I have seen the kind of wealth that would make my uptown London friends feel like paupers. And discovered another level of pan-Africanism that we forgot that out little T&T that has given the world. Speak the names George Padmore and Henry Sylvester Williams and CLR James and Kwame Ture in some quarters and the air starts to vibrate with the memory of the contributions.

I have met Ghanaians who want to know what scenes Trinis really on. They want to know how come the T&T Government acted so shady in signing the gas deal that eventually went to the Chinese. They want to know if Trinis don’t want to deal with Africans, if they really believe the fiction that black people not good at business.

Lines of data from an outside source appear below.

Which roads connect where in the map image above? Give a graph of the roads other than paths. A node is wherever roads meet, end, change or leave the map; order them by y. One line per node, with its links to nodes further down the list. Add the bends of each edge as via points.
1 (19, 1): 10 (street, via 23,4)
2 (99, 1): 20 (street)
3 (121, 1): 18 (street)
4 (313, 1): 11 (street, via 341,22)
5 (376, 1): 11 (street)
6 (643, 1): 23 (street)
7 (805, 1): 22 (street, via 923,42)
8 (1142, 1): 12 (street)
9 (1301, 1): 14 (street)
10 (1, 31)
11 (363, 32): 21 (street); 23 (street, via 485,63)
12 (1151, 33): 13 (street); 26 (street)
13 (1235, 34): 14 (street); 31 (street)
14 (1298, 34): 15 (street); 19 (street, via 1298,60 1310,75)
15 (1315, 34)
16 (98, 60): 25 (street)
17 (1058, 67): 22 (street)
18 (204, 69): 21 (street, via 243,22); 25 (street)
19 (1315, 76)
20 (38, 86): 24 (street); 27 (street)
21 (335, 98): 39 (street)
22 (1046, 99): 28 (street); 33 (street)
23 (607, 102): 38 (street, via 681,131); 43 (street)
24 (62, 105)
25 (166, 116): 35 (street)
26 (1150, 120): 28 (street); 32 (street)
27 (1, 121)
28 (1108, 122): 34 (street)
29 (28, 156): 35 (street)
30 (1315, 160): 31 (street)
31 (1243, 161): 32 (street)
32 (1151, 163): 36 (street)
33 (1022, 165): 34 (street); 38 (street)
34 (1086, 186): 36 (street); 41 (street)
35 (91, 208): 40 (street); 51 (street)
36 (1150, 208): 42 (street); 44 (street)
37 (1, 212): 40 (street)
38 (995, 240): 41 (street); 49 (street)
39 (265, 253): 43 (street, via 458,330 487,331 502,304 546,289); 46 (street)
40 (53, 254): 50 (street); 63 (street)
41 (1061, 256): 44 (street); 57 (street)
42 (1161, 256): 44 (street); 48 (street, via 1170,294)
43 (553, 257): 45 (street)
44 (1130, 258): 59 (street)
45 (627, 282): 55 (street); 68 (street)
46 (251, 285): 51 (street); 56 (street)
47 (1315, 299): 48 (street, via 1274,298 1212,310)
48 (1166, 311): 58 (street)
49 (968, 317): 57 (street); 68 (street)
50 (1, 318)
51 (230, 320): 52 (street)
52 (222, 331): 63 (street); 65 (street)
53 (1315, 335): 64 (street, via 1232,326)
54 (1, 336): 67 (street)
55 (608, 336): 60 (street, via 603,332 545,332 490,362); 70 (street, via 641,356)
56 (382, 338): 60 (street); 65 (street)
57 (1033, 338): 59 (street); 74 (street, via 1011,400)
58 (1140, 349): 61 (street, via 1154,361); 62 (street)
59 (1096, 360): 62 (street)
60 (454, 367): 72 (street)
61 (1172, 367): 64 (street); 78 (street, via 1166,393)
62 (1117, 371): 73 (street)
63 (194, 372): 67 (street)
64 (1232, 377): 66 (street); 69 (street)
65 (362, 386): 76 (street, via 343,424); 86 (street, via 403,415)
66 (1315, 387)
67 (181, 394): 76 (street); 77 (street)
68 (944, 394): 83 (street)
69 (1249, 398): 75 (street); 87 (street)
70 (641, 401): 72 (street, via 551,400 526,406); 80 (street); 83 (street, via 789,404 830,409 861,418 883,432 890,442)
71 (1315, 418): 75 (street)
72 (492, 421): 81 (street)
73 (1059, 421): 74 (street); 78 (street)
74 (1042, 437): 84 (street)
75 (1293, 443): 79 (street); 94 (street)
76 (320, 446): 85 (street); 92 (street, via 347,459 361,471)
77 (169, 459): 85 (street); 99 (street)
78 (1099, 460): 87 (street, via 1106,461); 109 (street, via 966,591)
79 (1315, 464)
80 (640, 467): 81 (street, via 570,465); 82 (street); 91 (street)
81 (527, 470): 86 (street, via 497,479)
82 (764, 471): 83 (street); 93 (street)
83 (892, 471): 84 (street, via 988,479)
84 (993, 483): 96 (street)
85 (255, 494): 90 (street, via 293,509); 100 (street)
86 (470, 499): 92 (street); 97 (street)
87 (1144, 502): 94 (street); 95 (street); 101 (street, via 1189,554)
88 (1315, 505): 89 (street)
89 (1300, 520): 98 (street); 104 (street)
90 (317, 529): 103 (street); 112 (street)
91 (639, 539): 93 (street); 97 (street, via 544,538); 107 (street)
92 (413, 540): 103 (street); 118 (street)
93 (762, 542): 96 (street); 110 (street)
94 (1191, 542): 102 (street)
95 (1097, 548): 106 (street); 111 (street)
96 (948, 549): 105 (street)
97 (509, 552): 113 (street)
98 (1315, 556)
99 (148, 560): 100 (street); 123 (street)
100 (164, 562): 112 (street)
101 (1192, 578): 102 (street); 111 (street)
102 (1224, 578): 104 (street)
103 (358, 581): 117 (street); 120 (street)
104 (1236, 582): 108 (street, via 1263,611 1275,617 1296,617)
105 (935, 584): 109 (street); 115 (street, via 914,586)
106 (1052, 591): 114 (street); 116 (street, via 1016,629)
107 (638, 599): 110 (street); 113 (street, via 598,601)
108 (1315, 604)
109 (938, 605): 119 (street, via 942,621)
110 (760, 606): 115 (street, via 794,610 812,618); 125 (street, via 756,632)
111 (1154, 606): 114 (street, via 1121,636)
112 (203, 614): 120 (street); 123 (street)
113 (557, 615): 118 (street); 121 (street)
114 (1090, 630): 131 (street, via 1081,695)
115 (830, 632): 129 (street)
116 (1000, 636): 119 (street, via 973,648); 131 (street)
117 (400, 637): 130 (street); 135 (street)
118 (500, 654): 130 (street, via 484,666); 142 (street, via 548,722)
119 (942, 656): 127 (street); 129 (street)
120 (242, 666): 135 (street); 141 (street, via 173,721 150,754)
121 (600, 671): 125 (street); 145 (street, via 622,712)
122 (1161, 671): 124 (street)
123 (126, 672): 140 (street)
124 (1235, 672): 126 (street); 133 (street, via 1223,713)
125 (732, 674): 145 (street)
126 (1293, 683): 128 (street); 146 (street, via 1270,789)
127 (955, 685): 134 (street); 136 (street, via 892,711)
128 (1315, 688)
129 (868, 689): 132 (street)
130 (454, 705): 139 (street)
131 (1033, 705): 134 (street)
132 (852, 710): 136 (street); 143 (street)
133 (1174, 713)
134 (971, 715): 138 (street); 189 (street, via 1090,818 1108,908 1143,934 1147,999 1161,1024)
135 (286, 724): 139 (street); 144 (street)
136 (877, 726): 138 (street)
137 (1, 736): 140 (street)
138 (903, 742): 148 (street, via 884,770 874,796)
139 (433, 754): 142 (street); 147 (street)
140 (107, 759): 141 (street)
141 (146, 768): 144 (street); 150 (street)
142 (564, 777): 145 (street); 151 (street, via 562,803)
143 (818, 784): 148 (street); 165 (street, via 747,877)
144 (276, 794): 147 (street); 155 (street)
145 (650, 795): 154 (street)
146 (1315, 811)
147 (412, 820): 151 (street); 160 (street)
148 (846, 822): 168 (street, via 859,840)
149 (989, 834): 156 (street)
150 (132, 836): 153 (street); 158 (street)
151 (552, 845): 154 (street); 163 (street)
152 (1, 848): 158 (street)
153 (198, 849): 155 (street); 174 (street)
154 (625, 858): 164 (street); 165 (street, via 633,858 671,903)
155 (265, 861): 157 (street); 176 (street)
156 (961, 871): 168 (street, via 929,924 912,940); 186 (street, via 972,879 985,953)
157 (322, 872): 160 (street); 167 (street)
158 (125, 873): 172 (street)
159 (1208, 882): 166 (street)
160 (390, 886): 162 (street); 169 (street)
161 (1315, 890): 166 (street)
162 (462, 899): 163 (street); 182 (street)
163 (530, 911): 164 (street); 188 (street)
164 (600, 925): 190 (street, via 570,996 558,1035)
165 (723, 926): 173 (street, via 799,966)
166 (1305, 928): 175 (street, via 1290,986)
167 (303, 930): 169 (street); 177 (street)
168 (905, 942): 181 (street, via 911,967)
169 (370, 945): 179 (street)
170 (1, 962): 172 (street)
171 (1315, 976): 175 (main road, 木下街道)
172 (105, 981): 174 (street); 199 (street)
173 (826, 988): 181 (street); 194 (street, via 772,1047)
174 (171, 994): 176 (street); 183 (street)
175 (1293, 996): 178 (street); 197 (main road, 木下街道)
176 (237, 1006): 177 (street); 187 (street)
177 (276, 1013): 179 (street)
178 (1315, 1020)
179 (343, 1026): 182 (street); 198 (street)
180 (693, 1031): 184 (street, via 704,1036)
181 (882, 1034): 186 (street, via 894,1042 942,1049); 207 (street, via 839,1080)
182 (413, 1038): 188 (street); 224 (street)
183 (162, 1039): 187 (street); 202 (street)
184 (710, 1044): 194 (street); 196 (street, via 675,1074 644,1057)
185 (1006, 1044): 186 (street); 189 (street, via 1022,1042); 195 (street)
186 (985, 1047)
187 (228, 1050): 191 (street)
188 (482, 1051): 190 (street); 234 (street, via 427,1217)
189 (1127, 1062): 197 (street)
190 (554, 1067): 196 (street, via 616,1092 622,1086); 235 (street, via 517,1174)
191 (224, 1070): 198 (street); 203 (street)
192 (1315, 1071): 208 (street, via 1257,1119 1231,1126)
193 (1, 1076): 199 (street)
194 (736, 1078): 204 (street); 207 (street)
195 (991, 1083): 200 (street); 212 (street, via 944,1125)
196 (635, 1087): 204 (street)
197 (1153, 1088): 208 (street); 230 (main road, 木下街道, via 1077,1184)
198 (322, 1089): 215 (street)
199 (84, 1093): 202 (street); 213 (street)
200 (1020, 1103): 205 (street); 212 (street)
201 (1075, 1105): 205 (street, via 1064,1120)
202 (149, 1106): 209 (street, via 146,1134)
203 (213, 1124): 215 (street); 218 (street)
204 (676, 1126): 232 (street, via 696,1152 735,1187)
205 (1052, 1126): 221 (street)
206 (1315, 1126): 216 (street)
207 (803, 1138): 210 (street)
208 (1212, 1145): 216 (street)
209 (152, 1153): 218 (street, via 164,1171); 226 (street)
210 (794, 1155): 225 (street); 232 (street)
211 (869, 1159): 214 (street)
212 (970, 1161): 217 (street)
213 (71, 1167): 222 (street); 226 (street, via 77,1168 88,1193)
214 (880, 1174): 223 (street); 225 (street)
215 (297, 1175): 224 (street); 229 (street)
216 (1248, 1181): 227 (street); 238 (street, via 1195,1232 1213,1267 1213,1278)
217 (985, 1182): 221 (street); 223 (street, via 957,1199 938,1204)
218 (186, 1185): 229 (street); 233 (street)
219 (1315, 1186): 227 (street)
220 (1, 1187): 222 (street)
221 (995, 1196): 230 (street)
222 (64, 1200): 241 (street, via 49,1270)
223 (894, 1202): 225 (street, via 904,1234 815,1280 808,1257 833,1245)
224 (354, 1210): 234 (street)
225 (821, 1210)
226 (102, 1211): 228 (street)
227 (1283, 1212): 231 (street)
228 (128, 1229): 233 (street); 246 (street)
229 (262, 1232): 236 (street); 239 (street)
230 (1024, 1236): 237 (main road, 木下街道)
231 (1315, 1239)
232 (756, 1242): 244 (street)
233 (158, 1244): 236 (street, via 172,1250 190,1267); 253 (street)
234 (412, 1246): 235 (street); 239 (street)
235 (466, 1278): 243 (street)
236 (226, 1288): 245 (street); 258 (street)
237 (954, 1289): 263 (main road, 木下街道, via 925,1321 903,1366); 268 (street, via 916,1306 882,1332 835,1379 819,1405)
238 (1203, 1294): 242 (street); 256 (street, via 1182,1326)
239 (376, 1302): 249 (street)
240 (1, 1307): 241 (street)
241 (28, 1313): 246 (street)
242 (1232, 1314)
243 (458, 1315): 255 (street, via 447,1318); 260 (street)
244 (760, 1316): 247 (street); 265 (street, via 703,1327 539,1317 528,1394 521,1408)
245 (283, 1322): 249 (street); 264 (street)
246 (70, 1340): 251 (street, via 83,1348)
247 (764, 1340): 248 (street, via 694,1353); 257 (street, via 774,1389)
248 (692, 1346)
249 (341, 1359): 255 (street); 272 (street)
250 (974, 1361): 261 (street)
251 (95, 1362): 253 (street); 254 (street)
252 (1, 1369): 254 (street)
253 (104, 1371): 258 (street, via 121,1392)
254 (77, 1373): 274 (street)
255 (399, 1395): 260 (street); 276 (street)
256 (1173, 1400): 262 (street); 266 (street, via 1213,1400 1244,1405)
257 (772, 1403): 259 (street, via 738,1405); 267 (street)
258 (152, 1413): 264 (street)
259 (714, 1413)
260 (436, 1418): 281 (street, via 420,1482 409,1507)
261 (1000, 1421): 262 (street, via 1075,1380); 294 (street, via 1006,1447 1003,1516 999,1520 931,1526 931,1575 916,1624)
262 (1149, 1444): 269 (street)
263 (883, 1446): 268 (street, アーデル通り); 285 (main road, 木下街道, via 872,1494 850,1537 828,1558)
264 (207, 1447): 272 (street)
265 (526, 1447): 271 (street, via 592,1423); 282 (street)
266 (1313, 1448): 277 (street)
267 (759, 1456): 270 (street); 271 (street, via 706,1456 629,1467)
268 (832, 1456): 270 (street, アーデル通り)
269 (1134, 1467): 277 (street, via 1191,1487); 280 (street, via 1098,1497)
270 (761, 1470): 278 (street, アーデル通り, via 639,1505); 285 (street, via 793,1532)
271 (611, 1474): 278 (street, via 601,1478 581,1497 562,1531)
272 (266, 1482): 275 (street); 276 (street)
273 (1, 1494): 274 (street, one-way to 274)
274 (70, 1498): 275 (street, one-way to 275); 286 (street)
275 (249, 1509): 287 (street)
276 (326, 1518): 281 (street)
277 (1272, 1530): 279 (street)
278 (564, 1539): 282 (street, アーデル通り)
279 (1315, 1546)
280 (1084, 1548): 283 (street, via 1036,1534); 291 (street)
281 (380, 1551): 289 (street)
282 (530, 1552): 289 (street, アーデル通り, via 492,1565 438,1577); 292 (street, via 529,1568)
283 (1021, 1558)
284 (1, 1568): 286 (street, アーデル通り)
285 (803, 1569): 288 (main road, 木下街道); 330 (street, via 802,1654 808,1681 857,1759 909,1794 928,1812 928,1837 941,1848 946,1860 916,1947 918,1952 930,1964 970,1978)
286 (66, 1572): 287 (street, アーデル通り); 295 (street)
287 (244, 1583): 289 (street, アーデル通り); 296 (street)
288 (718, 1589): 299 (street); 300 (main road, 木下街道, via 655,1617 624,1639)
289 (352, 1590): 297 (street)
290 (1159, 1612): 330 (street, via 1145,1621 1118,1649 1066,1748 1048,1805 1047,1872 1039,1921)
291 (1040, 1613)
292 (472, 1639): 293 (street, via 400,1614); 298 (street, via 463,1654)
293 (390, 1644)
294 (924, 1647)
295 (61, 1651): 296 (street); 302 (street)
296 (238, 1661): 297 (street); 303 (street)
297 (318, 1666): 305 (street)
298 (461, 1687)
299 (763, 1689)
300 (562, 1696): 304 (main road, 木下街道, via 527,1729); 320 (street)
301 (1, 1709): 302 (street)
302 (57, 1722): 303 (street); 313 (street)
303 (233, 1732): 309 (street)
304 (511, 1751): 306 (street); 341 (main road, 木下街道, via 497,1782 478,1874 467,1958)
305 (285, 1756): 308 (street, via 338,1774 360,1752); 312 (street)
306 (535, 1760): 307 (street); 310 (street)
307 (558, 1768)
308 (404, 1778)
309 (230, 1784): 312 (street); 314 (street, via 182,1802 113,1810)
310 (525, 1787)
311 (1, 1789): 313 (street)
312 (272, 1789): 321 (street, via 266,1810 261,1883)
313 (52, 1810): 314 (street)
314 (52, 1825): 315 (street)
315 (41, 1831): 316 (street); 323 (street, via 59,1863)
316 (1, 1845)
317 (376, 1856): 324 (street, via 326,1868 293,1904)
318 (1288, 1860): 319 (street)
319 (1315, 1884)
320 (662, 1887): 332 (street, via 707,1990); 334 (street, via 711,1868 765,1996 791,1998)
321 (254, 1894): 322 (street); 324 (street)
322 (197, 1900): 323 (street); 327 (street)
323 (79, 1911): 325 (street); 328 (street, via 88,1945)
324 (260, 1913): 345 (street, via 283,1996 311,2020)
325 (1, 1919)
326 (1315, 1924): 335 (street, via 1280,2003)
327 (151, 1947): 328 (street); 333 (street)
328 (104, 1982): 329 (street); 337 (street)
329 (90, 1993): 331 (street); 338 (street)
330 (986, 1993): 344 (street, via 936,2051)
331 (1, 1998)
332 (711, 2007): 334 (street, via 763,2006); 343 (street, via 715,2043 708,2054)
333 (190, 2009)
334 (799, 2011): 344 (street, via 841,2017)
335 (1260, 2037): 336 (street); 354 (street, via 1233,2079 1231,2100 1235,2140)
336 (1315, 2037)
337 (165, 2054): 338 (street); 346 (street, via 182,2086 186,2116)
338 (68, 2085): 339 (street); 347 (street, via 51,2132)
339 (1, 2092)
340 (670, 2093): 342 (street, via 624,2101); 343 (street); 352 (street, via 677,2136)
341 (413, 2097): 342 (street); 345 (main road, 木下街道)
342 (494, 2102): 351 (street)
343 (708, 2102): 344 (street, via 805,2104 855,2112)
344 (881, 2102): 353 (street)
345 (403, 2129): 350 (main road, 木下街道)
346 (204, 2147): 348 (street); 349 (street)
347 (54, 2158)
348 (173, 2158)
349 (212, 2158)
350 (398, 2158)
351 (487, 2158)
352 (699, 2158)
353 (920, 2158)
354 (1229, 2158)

They want to know if we know that it is because their past President Gerry Rawlings came to Trinidad for Emancipation that the Door of No Return at Cape Coast castle was reopened and that every year people come from all over the diaspora to walk through that door.

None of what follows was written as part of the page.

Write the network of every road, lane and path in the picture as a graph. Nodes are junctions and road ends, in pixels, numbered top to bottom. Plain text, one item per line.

Ghanaians pick at their wounds too. We talk politics into the wee hours. E-mailgate rubs up against a court hearing on irregularities in their recently held general election. We laugh on the outside at the colossal stupidity of politicians on both sides of the Atlantic. But weep on the inside. At how we are still confronting the same post-colonial monsters.

We commiserate with the African Americans who have only recently discovered what we have known for 50 years—that because your leader looks like you it doesn’t mean that he or she has your best interests at heart.

I wish I could bring a few people from T&T to meet all the little black boys and girls I was hanging out with. The highly educated ones. The ones who do not feel the need to apologise for their blackness or don’t feel like you curse their mother if you call them African. Who understand that being sure of who you are isn’t a threat to anyone else’s identity. In fact, your surety puts you in a better position to contribute to forward movement.

When I regain control of my body and the music is just an echo, my spirit is dancing still. To the music of possibility. I wash off the last remnants of doubt on that same coast where my ancestors were taken away in ships. I left home to come home. And they welcomed me like I had never left. When I leave home to go back home, I hope the welcome will be as warm.

eintouandmecoast

In the Dungeon

When you enter the final dungeon in Elmina Castle the stench is unbearable, as is the noise of millions of ancestors who died in agony or made their final journey out of Africa there. I felt like my head would explode so Eintou gave me guinea pepper and white rum to stabilize my Ori. The doorways are so very narrow, the final insult for those who survive the horrendous conditions to make the crossing is that you have to bend, practically crawl into the last dungeon. Even me with my less than fat self, had to hunch my shoulders in and turn a little sideways to get through the Door of No Return. The sea roared. Yemoja wailing across centuries. Through my tears I notice how much Elmina looks like Manzanilla.